Will anything happen to Dustin and Chief Hopper after the Upside Down tunnels?

Dustin and Hopper both inhaled some weird crap in the Upside Down tunnels underneath Hawkins. The substance had some hallucinatory effects on Hopper; it sort of just scared Dustin.

But what if that stuff has more long-term effects? Being exposed to something malevolent from another dimension cannot be a good thing. I mean, look what happened to Will (and the world at large) after he vomited a slug!

Somewhat related: Will Hopper dance again?

Pretty please?

Is Steve going to college?

This is serious shit. Nancy was helping Steve with his uninspired college essay, but even then he didn’t seem too hopeful about his chances of moving onto higher education. He was even seriously considering ditching college to stay in Hawkins and work for his dad. Part of that idea was so that he could be around for Nancy’s last year of high school (and they’re no longer dating by the end of Season 2), but Steve’s romantic status doesn’t exactly change his (presumably very bad) SAT scores.

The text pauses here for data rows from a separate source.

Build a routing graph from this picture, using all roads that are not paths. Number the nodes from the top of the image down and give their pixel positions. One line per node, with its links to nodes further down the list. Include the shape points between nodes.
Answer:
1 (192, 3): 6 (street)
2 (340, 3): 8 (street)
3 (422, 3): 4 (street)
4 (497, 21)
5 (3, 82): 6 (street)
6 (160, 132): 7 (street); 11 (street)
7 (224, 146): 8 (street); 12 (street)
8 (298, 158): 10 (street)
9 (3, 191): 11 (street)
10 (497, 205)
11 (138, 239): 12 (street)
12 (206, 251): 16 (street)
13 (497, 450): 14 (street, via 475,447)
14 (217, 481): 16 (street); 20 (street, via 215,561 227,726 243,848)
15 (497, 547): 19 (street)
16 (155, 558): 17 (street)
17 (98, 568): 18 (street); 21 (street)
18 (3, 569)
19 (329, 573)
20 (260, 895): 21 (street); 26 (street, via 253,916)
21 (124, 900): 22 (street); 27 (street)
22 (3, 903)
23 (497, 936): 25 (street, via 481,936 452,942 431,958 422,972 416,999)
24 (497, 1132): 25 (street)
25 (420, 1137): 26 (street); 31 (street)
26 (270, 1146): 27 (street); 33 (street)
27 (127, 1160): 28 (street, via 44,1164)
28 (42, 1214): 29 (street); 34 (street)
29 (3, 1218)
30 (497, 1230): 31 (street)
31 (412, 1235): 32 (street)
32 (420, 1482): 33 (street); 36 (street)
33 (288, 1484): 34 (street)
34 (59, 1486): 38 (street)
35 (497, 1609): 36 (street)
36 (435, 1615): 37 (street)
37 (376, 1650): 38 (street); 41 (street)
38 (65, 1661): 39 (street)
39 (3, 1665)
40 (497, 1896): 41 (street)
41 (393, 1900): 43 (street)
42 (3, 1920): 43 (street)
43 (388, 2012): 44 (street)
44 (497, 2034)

So in the immortal words from Jonathan and Will’s favorite song from the Clash: Should he stay or should he go? I would guess the former. Steve is sort of like the guy who was a Big Deal in high school before fading into obscurity in his hometown—which isn’t particularly uplifting, but Stranger Things isn’t always an uplifting show. Plus, considering how he won over our hearts as Season 2’s MVP and developed the show’s best bromance with Dustin, there’s no way Season 3 is going to leave this guy and his beautiful hair on the bench.

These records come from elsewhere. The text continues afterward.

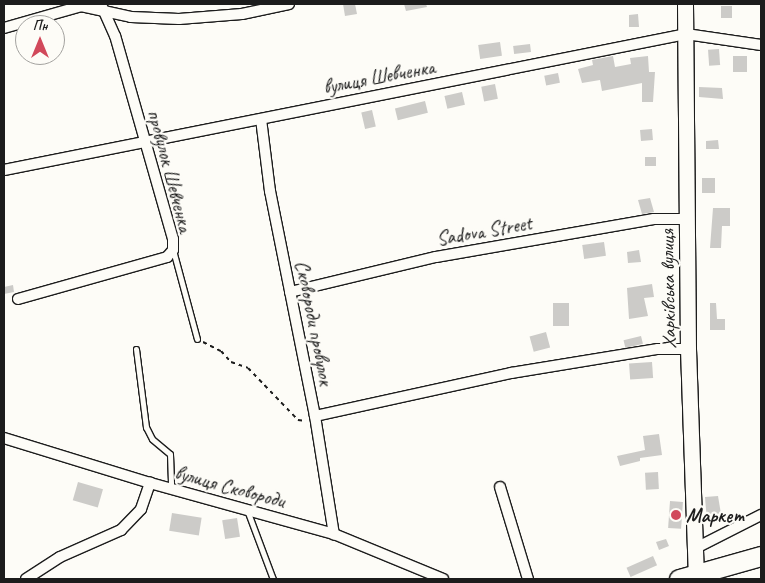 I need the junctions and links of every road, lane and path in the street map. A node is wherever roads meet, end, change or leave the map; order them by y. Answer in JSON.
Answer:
{"nodes":[{"id":1,"x":290,"y":4,"type":"edge"},
{"id":2,"x":685,"y":4,"type":"edge"},
{"id":3,"x":104,"y":8,"type":"edge"},
{"id":4,"x":4,"y":28,"type":"edge"},
{"id":5,"x":686,"y":34,"type":"junction"},
{"id":6,"x":761,"y":44,"type":"edge"},
{"id":7,"x":261,"y":118,"type":"junction"},
{"id":8,"x":145,"y":140,"type":"junction"},
{"id":9,"x":4,"y":170,"type":"edge"},
{"id":10,"x":686,"y":219,"type":"junction"},
{"id":11,"x":173,"y":250,"type":"junction"},
{"id":12,"x":290,"y":292,"type":"junction"},
{"id":13,"x":18,"y":300,"type":"dead end"},
{"id":14,"x":197,"y":338,"type":"joint"},
{"id":15,"x":136,"y":349,"type":"dead end"},
{"id":16,"x":688,"y":349,"type":"junction"},
{"id":17,"x":316,"y":419,"type":"junction"},
{"id":18,"x":4,"y":438,"type":"edge"},
{"id":19,"x":150,"y":484,"type":"junction"},
{"id":20,"x":500,"y":487,"type":"dead end"},
{"id":21,"x":171,"y":489,"type":"junction"},
{"id":22,"x":248,"y":510,"type":"junction"},
{"id":23,"x":761,"y":515,"type":"edge"},
{"id":24,"x":334,"y":534,"type":"junction"},
{"id":25,"x":694,"y":549,"type":"junction"},
{"id":26,"x":761,"y":556,"type":"edge"},
{"id":27,"x":690,"y":578,"type":"edge"},
{"id":28,"x":26,"y":579,"type":"edge"},
{"id":29,"x":273,"y":579,"type":"edge"},
{"id":30,"x":443,"y":579,"type":"edge"},
{"id":31,"x":528,"y":579,"type":"edge"}],
"edges":[{"from":1,"to":3,"type":"street"},
{"from":2,"to":5,"type":"main road","name":"Харківська вулиця"},
{"from":3,"to":4,"type":"street"},
{"from":3,"to":8,"type":"street","name":"провулок Шевченка"},
{"from":5,"to":6,"type":"street","name":"вулиця Шевченка"},
{"from":5,"to":7,"type":"street","name":"вулиця Шевченка"},
{"from":5,"to":10,"type":"main road","name":"Харківська вулиця"},
{"from":7,"to":8,"type":"street","name":"вулиця Шевченка"},
{"from":7,"to":12,"type":"street","name":"Сковороди провулок"},
{"from":8,"to":9,"type":"street","name":"вулиця Шевченка"},
{"from":8,"to":11,"type":"street","name":"провулок Шевченка"},
{"from":10,"to":12,"type":"street","name":"Sadova Street"},
{"from":10,"to":16,"type":"main road","name":"Харківська вулиця"},
{"from":11,"to":13,"type":"street","name":"провулок Шевченка"},
{"from":11,"to":14,"type":"lane"},
{"from":12,"to":17,"type":"street","name":"Сковороди провулок"},
{"from":14,"to":17,"type":"path"},
{"from":15,"to":21,"type":"lane"},
{"from":16,"to":17,"type":"street"},
{"from":16,"to":25,"type":"main road","name":"Харківська вулиця"},
{"from":17,"to":24,"type":"street","name":"Сковороди провулок"},
{"from":18,"to":19,"type":"street","name":"вулиця Сковороди"},
{"from":19,"to":21,"type":"street","name":"вулиця Сковороди"},
{"from":19,"to":28,"type":"street"},
{"from":20,"to":31,"type":"street"},
{"from":21,"to":22,"type":"street","name":"вулиця Сковороди"},
{"from":22,"to":24,"type":"street","name":"вулиця Сковороди"},
{"from":22,"to":29,"type":"lane"},
{"from":23,"to":25,"type":"street"},
{"from":24,"to":30,"type":"street","name":"вулиця Сковороди"},
{"from":25,"to":27,"type":"main road","name":"Харківська вулиця"},
{"from":26,"to":27,"type":"highway"}]}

What movies and ’80s references will influence Season 3?

As almost every outlet will tell you: Stranger Things has a lot of ’80s references, and Season 2 was specifically inspired by action-packed sequels like Terminator 2: Judgment Day and Aliens (hence the casting of Aliens’ Paul Reiser). What will the Duffer brothers pull from in Season 3?

Assuming they leap forward another year—not just to shake things up but to account for their actors getting older—we’ll be in 1985. That means, for example, the first year of WrestleMania and the premiere of Back to the Future, both cool things. It’ll also be the third season of this series—the final piece of a trilogy—which opens the door for the Duffer brothers to reference some classic third installments from the ’80s. I wouldn’t mind seeing Chief Hopper channel some “I’m getting too old for this shit” vibes during an Upside Down–related entanglement, akin to Indiana Jones in The Last Crusade.

However, as Clayton Purdom argued for The A.V. Club, most trilogies—like Toy Story, The Dark Knight, Star Wars, and The Godfather—end with a sense of closure, which could be a problem for Stranger Things, since the Duffer brothers want to do at least four seasons. But hey, that’s something to worry about for next year—I just wanna see Dustin and Lucas dressed up as Doc Brown and Marty McFly for Halloween.

How does Hawkins Lab still have employees?

Fact: Working at Hawkins Lab is the most dangerous job in the world—I’m pretty sure every employee except Paul Reiser in a lab coat was murdered by demodogs in Season 2. Despite this, the Season 2 finale flash-forward implied that it was business as usual at the lab. To which I ask: Who the hell is choosing to work there?

No doubt the government keeps these things under wraps, but wouldn’t one of the workers think: “Whatever happened to Greg from accounting in Hawkins, and also everyone else?” The government’s lucky the internet doesn’t exist yet; imagine the Glassdoor reviews for Hawkins Lab. (Pros: two weeks’ paid vacation, gym reimbursement, 401K. Cons: I watched all of my friends get eaten by slime dogs last week.) Maybe the employees get exceptional benefits and a good starting salary at Hawkins Lab.

Maybe in Season 3, the Duffer brothers will present us with a viable reason as to why, and how, the lab stays fully staffed.